#### [Source material]
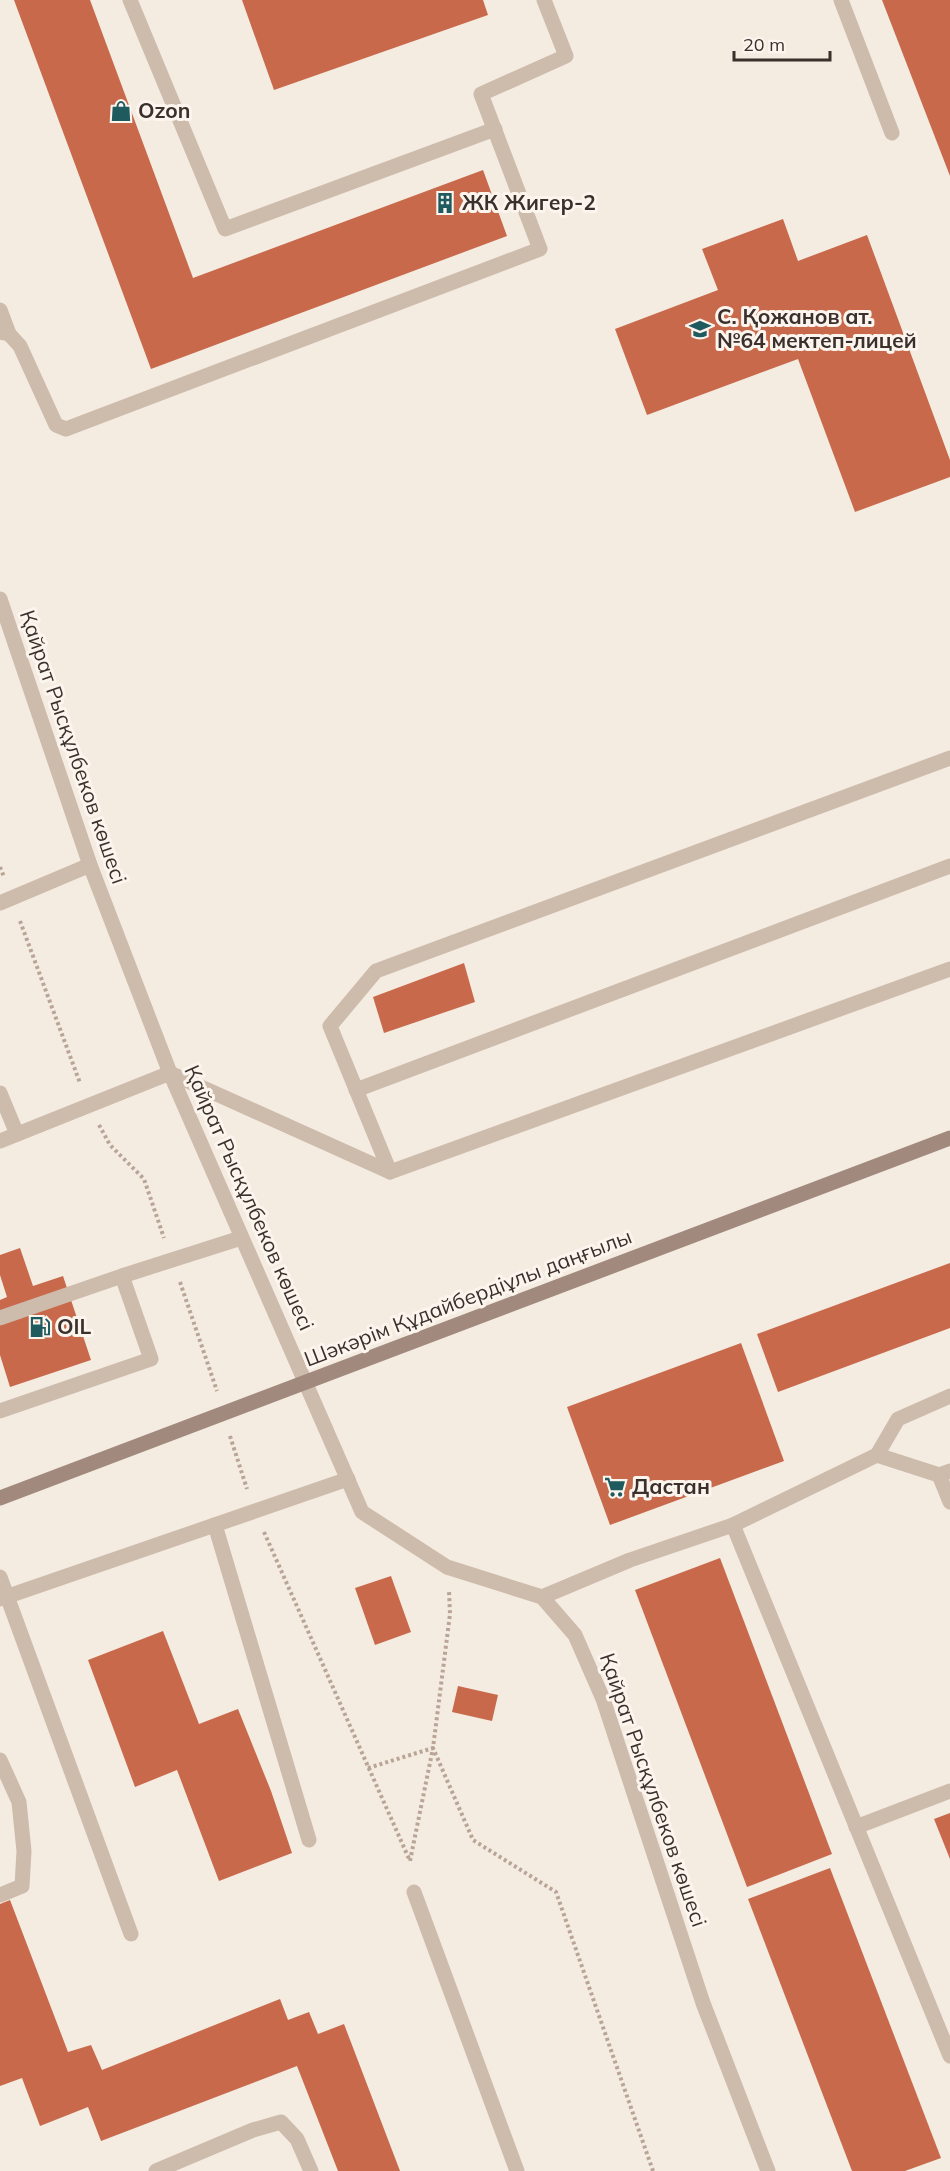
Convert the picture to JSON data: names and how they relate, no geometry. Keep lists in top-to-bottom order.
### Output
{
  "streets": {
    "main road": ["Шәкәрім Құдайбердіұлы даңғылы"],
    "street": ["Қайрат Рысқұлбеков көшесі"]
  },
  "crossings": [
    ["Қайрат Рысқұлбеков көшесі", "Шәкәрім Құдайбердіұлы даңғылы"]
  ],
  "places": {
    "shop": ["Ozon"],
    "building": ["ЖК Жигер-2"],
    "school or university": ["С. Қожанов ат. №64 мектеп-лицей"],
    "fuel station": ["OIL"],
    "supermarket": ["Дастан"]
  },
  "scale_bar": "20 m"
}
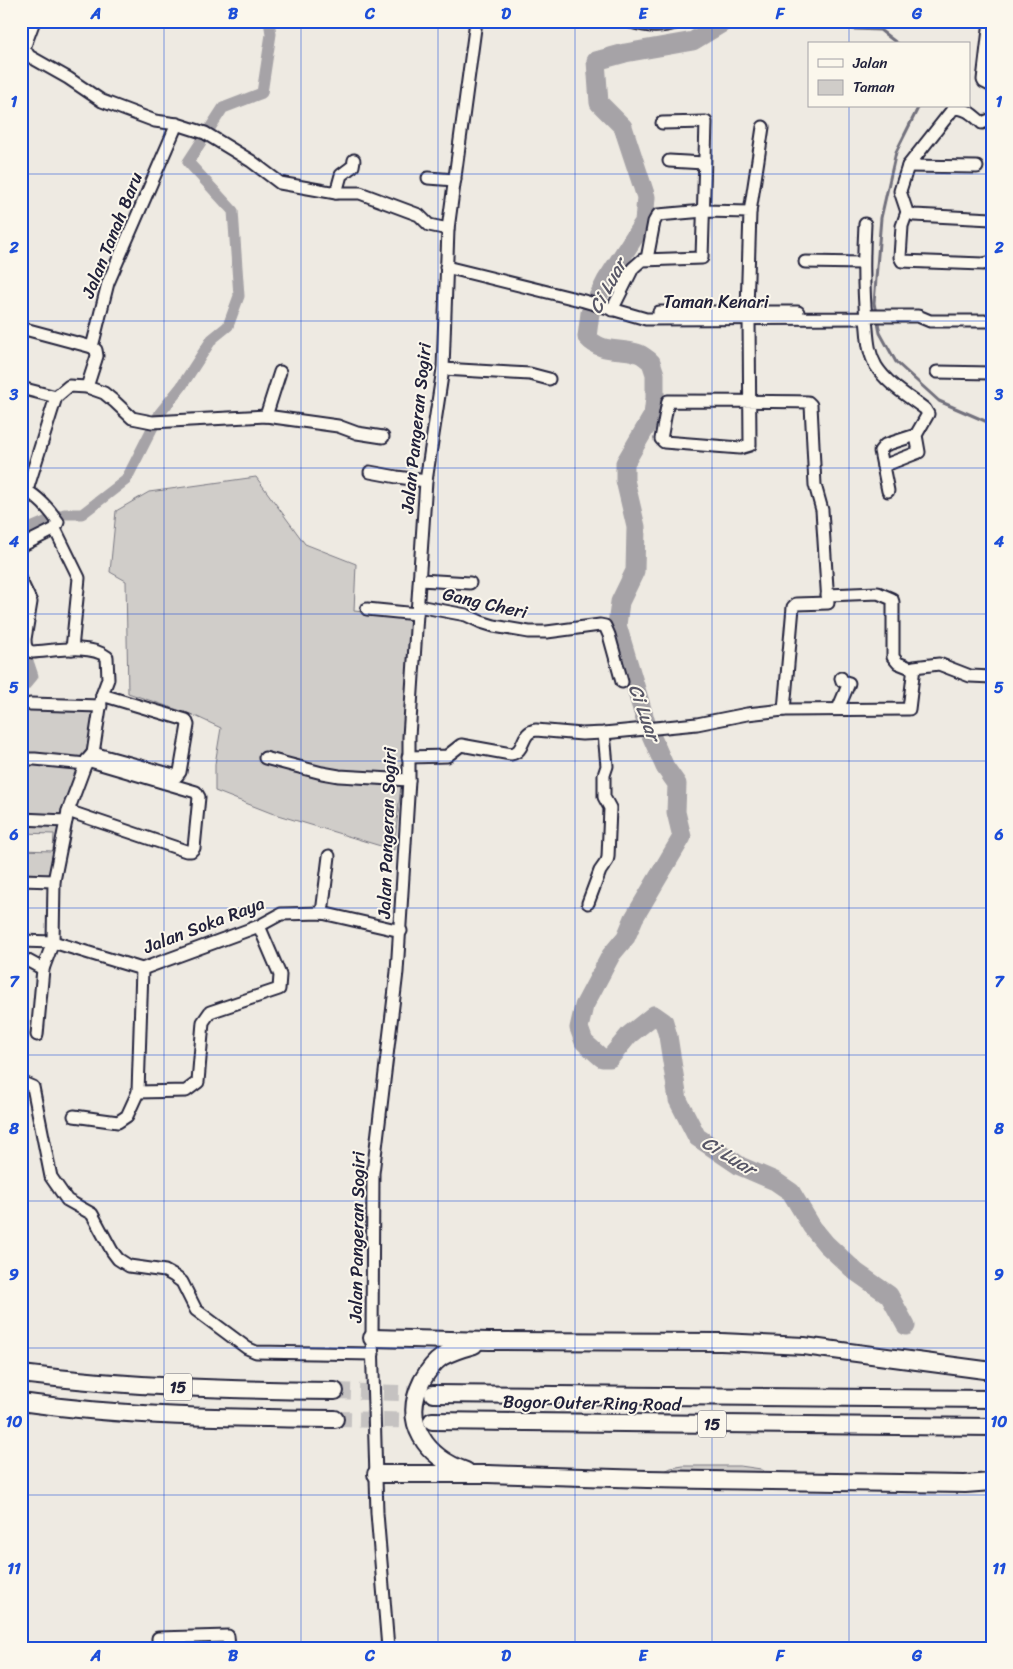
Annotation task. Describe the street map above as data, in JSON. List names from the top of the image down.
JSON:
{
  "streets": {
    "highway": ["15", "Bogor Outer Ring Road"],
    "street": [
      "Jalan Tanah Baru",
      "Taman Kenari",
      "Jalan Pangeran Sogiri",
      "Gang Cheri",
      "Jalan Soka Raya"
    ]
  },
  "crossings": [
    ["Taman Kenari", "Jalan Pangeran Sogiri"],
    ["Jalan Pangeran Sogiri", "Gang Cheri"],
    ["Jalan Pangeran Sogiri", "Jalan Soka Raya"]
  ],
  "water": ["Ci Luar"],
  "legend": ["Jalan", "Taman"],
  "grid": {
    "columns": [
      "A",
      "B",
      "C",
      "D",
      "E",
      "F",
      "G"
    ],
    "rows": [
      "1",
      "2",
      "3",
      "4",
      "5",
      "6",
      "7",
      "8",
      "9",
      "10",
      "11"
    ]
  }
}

#### [Your instructions]
The lines you need are those containing "data"; find them in the records and copy them.

#### [Response]
Convert the picture to JSON data: names and how they relate, no geometry. Keep lists in top-to-bottom order.
Annotation task. Describe the street map above as data, in JSON. List names from the top of the image down.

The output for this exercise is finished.